[Saved entries]
───

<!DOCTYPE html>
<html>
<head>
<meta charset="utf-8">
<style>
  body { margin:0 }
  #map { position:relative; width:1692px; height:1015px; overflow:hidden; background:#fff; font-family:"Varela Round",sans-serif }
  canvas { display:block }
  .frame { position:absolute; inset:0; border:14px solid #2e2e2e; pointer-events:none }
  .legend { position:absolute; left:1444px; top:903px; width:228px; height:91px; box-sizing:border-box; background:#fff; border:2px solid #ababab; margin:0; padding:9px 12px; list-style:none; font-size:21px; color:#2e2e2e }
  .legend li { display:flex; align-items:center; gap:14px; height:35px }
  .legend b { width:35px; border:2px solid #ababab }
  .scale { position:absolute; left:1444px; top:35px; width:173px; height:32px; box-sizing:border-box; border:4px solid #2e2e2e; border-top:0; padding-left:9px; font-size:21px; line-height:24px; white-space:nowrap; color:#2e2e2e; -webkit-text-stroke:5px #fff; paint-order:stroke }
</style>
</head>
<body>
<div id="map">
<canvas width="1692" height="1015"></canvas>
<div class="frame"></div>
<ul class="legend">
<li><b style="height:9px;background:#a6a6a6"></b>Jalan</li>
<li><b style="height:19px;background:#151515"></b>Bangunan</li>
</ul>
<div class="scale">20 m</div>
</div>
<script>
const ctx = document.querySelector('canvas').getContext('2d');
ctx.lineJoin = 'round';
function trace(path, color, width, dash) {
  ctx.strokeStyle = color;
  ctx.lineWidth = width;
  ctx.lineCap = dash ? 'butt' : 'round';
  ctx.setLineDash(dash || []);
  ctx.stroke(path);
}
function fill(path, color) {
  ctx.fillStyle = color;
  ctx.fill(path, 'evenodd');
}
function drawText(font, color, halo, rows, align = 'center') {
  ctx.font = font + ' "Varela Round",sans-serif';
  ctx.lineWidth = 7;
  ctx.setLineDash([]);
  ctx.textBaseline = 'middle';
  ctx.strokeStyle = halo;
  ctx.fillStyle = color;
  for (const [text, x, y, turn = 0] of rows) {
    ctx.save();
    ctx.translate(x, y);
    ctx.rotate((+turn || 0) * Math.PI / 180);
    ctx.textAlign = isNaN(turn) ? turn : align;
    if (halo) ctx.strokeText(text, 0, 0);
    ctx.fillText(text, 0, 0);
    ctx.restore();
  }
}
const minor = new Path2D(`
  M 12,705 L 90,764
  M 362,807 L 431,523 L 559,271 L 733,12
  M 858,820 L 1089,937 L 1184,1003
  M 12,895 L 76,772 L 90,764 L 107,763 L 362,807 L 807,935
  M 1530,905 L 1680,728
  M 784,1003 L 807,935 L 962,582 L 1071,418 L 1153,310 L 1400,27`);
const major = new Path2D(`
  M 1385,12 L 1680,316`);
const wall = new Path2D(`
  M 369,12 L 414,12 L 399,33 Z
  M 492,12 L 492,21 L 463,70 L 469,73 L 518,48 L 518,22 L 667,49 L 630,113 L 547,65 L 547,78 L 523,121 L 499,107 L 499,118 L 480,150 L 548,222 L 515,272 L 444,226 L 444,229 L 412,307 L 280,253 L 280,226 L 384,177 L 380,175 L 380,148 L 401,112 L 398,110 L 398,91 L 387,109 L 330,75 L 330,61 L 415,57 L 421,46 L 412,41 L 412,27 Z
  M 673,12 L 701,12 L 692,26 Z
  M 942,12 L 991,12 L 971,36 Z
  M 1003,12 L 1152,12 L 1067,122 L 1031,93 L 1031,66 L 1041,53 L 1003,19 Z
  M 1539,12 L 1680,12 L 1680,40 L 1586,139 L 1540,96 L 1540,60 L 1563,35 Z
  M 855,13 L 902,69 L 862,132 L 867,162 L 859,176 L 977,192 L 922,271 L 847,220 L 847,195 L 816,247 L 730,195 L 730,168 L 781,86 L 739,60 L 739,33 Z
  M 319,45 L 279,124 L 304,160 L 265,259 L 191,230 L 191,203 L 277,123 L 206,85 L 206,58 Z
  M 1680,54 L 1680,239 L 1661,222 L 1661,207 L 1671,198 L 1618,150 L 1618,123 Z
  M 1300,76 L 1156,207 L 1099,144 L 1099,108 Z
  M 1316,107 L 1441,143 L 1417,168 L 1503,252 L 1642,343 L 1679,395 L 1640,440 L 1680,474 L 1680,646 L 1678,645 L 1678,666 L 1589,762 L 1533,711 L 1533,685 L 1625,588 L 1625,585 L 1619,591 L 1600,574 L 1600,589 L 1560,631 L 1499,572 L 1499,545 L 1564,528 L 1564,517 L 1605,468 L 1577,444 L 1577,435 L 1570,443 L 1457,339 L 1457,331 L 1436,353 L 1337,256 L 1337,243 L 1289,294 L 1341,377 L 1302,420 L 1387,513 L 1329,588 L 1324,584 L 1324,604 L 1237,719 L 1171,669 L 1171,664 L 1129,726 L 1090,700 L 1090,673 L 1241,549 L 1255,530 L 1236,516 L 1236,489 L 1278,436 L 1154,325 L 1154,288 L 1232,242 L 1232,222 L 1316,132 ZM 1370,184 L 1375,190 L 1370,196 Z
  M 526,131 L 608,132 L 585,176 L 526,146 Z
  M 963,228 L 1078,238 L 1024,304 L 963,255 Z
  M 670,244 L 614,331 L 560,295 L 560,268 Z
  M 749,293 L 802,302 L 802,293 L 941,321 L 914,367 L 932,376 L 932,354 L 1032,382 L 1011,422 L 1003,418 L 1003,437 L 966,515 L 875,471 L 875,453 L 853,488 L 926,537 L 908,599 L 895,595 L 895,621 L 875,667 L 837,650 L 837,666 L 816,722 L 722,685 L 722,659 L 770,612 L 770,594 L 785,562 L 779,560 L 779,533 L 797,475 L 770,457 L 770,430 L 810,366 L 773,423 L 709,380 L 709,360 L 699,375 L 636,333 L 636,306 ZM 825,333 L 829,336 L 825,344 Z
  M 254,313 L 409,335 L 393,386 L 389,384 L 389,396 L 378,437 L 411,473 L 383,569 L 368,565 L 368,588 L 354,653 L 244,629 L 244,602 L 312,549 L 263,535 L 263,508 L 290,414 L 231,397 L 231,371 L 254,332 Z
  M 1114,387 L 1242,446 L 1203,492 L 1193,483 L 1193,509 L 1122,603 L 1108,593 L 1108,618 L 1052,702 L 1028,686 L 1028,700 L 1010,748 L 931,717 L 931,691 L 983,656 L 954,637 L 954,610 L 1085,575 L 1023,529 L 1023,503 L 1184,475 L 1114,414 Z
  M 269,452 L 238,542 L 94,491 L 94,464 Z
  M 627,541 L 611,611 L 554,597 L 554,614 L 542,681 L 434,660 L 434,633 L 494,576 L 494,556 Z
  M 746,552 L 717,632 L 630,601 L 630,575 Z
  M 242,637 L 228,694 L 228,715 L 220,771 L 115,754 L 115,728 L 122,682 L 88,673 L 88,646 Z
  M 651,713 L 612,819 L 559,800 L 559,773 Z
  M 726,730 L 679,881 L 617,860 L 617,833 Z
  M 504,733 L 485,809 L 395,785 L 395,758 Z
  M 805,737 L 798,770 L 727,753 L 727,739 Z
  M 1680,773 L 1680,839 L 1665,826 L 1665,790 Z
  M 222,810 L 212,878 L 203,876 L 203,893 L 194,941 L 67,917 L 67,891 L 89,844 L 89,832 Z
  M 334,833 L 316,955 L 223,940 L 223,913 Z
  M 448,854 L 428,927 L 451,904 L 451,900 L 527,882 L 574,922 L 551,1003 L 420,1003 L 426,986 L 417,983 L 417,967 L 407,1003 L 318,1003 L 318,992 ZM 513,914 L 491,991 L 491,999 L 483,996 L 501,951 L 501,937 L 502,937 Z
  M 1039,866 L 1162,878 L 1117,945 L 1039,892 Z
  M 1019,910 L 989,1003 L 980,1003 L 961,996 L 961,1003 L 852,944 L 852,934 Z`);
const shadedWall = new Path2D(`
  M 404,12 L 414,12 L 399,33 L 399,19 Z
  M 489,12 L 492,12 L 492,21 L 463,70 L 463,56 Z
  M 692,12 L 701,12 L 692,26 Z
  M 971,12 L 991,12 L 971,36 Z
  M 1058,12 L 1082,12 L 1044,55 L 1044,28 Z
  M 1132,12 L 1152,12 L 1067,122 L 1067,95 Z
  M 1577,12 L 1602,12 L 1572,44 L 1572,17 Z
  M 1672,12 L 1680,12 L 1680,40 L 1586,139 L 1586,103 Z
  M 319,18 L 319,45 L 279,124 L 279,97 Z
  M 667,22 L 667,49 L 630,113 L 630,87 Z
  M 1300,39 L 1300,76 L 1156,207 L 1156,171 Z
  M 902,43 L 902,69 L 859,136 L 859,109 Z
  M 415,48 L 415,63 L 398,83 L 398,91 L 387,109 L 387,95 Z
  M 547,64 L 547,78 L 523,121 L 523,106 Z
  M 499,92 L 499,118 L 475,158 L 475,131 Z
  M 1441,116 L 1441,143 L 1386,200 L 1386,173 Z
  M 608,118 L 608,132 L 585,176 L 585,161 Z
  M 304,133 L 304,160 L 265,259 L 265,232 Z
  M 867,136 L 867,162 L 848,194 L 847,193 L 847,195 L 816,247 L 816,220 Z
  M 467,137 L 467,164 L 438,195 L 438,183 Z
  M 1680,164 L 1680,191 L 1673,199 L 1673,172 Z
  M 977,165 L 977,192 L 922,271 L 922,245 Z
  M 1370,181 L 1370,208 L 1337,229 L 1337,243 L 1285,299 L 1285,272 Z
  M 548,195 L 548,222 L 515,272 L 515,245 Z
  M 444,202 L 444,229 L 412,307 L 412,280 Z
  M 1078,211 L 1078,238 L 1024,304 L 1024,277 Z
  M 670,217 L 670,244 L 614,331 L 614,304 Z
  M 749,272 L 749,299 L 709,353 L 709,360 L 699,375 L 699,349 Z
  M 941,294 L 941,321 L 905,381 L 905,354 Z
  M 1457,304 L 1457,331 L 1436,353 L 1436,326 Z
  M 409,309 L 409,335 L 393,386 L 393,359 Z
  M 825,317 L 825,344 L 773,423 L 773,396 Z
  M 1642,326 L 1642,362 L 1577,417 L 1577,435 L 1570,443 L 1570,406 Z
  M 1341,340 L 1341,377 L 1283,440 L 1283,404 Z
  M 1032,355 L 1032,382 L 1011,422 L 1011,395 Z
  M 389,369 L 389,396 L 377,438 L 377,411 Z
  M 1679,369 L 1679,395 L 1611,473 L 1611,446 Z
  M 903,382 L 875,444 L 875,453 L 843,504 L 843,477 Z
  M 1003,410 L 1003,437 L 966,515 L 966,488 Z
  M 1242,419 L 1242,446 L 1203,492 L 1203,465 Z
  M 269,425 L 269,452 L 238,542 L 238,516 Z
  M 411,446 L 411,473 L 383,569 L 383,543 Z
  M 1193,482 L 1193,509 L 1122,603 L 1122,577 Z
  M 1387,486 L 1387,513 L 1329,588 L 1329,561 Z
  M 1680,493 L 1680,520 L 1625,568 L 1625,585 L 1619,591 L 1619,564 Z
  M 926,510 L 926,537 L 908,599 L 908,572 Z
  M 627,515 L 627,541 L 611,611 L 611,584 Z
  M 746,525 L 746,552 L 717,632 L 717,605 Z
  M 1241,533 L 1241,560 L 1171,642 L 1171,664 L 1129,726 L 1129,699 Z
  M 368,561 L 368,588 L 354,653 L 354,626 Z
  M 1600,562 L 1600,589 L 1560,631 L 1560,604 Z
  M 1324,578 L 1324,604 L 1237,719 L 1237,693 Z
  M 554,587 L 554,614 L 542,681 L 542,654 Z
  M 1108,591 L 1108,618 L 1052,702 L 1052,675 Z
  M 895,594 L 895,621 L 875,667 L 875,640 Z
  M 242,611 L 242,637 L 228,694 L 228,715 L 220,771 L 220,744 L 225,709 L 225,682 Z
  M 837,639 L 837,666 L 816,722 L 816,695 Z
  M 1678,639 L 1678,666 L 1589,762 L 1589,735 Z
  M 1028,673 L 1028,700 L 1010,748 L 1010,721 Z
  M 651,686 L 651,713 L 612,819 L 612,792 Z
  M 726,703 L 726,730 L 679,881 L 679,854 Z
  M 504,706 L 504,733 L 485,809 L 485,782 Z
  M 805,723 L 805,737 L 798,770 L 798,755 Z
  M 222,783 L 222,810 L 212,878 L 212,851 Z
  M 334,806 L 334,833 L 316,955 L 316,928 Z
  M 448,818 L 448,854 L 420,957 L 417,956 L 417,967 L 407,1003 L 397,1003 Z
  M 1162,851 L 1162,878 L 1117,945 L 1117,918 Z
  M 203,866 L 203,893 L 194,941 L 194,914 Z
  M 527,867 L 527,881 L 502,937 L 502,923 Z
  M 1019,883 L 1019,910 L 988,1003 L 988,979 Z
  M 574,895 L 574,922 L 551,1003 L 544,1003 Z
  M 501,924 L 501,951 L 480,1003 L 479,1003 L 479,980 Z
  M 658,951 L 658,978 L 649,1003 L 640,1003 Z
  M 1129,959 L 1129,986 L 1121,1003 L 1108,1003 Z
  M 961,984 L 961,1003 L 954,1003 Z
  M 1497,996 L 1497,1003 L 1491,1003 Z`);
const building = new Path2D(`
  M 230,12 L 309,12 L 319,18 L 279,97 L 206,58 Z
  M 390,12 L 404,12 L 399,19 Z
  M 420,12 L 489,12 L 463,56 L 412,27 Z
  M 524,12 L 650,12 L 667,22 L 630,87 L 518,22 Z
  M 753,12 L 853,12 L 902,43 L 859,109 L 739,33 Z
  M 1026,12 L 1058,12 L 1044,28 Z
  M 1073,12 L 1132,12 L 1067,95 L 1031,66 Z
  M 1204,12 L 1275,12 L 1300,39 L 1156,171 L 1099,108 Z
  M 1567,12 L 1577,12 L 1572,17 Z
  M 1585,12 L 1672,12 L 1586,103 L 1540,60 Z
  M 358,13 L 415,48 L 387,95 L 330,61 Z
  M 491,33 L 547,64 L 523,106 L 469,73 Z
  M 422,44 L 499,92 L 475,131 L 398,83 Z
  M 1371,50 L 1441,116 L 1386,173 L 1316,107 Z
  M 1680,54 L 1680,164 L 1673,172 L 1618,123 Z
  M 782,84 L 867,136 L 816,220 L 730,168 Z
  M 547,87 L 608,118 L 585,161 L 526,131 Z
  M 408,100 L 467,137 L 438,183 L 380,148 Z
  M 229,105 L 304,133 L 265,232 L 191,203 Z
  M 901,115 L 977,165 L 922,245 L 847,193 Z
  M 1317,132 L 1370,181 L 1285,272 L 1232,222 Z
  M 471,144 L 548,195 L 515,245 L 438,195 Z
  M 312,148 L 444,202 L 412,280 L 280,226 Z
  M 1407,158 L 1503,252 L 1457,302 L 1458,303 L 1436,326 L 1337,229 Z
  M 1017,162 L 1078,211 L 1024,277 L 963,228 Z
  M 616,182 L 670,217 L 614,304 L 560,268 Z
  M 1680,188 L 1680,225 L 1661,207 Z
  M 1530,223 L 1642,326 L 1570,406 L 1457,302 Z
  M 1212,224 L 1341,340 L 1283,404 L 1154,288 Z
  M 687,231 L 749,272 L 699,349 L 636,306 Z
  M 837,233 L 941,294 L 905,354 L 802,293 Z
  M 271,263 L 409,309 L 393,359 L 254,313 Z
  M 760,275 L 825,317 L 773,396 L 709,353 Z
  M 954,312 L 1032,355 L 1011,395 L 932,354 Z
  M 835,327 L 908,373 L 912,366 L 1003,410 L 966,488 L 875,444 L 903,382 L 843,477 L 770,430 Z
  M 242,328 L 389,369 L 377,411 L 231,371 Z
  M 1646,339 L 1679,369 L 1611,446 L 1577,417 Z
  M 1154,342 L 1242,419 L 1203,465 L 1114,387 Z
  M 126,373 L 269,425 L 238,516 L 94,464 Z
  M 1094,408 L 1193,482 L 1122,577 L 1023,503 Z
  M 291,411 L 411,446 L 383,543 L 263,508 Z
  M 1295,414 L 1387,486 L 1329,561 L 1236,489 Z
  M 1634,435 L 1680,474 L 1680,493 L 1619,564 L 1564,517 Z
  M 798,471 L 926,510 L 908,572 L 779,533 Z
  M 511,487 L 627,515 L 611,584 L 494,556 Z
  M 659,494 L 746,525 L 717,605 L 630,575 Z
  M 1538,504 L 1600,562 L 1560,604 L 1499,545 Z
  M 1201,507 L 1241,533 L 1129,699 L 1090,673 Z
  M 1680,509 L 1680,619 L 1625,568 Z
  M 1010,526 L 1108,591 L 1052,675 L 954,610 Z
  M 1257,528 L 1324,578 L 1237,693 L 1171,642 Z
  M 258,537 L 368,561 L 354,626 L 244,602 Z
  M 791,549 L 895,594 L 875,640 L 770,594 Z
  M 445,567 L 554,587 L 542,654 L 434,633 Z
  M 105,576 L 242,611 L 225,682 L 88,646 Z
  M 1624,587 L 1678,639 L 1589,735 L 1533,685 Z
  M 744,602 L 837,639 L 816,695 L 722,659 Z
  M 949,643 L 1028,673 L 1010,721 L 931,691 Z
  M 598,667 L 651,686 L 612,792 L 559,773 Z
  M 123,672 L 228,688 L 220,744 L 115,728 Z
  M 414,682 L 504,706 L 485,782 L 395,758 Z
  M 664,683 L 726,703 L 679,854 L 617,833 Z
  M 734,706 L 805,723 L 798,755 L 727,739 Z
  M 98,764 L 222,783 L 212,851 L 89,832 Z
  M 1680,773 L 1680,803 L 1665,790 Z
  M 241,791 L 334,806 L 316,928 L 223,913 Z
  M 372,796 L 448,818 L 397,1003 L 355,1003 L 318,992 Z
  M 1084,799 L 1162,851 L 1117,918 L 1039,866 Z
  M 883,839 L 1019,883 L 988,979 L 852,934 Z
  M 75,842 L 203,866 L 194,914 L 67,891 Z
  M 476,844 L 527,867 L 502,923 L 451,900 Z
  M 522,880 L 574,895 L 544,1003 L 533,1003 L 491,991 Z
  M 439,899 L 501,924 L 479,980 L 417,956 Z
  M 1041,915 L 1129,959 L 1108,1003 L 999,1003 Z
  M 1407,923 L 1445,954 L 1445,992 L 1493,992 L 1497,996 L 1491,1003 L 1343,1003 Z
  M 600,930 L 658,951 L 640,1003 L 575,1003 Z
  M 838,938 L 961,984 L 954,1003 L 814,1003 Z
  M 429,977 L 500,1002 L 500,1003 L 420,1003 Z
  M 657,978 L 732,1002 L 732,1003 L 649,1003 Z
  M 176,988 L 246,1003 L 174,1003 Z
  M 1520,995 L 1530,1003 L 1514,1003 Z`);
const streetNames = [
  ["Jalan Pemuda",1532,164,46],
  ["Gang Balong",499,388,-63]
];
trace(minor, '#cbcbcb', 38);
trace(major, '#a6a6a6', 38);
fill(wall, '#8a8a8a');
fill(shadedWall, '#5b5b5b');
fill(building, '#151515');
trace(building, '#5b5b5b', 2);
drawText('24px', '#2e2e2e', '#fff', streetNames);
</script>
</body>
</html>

───

### What you are asked to do
Single out each line of the records above with the string "canvas" in it, and copy it.

### Task answer
  canvas { display:block }
<canvas width="1692" height="1015"></canvas>
const ctx = document.querySelector('canvas').getContext('2d');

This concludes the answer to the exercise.